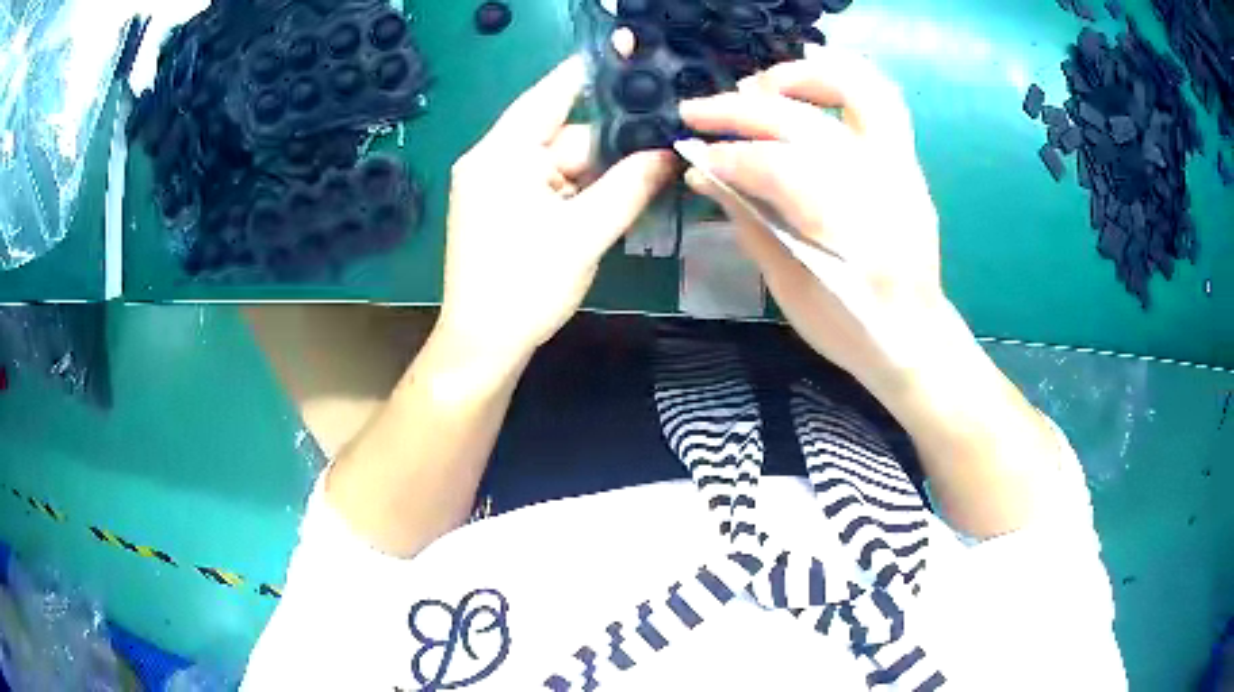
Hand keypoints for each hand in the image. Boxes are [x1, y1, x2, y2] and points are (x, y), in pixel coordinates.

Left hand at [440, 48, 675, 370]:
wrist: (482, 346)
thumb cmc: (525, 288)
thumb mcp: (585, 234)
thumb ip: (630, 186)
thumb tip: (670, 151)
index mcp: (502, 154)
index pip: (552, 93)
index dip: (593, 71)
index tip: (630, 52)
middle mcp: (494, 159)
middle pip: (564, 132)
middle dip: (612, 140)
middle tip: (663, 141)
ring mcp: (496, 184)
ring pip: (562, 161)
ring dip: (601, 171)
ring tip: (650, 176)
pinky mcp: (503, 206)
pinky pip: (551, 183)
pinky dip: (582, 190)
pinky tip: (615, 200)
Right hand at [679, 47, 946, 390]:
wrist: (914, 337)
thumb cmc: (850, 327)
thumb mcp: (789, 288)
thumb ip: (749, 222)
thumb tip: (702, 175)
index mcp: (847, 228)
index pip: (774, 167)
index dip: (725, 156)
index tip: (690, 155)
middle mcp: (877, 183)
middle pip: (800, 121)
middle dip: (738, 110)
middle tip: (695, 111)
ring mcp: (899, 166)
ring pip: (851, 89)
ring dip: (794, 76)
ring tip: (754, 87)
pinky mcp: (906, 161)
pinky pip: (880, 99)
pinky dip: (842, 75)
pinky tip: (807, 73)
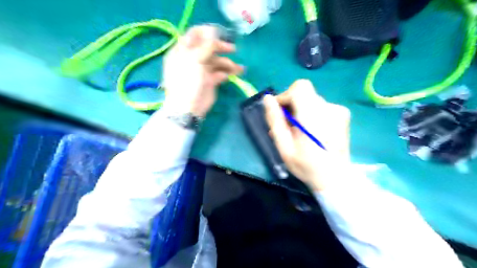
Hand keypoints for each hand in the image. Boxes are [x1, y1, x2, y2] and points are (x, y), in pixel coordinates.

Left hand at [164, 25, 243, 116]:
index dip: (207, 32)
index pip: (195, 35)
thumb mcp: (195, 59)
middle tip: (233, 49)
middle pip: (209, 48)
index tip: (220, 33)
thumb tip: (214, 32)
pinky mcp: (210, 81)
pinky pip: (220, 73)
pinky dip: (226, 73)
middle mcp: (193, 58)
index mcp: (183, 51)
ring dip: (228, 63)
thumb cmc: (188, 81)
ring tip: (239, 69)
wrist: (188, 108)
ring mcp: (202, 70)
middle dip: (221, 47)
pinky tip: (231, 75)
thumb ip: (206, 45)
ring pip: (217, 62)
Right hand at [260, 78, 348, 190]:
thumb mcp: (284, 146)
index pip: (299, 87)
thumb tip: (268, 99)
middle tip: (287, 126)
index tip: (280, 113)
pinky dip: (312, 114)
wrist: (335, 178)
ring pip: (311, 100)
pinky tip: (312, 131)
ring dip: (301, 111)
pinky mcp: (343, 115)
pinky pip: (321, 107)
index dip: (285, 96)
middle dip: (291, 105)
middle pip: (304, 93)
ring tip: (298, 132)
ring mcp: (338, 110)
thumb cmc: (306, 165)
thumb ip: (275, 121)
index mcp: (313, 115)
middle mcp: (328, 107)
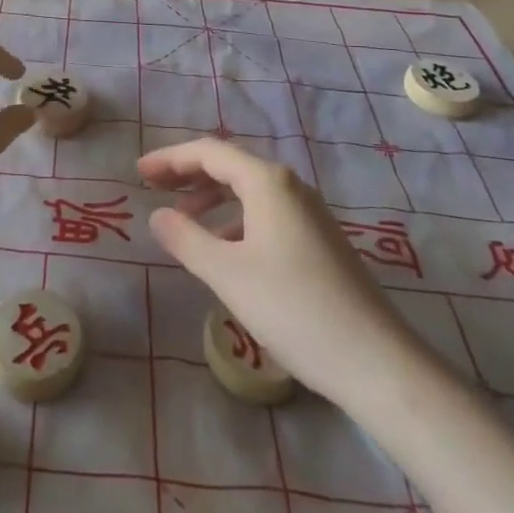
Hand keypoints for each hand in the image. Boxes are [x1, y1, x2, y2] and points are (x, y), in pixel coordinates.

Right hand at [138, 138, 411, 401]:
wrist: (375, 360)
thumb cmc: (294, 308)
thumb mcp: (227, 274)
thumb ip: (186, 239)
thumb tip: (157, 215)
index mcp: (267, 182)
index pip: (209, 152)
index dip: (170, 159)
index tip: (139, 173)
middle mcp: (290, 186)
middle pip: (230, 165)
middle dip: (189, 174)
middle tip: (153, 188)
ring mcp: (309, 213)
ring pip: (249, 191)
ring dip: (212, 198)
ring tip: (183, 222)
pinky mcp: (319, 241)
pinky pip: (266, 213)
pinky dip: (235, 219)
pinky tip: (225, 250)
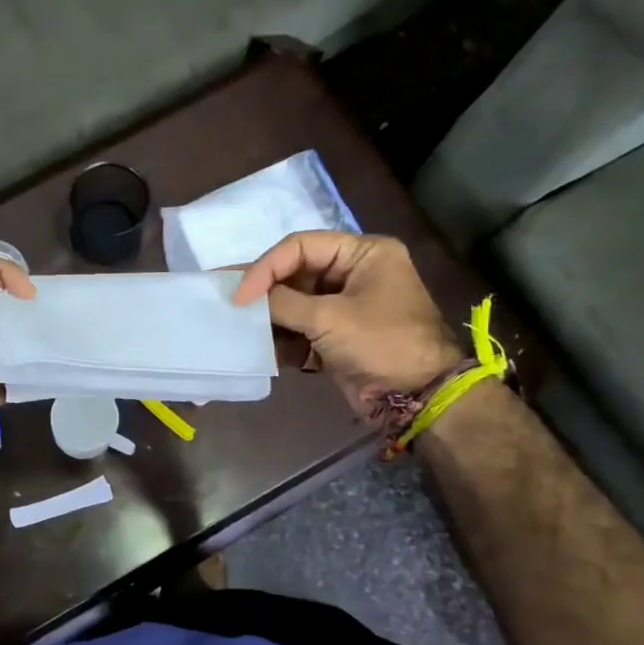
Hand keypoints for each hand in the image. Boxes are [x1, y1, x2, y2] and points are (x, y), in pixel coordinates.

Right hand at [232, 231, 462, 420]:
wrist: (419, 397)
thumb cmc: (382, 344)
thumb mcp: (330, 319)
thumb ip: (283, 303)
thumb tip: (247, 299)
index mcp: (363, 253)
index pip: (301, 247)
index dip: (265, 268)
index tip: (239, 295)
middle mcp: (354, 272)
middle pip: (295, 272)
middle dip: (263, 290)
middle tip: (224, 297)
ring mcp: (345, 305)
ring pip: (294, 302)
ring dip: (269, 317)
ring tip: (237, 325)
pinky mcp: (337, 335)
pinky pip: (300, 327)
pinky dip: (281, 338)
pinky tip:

## Task goal
Collect the lines of the data that carry the word "Right".

## Written solution
Right hand at [679, 47, 946, 390]:
Right hand at [260, 78, 348, 190]:
Right hand at [138, 138, 411, 401]:
Right hand at [232, 231, 462, 420]:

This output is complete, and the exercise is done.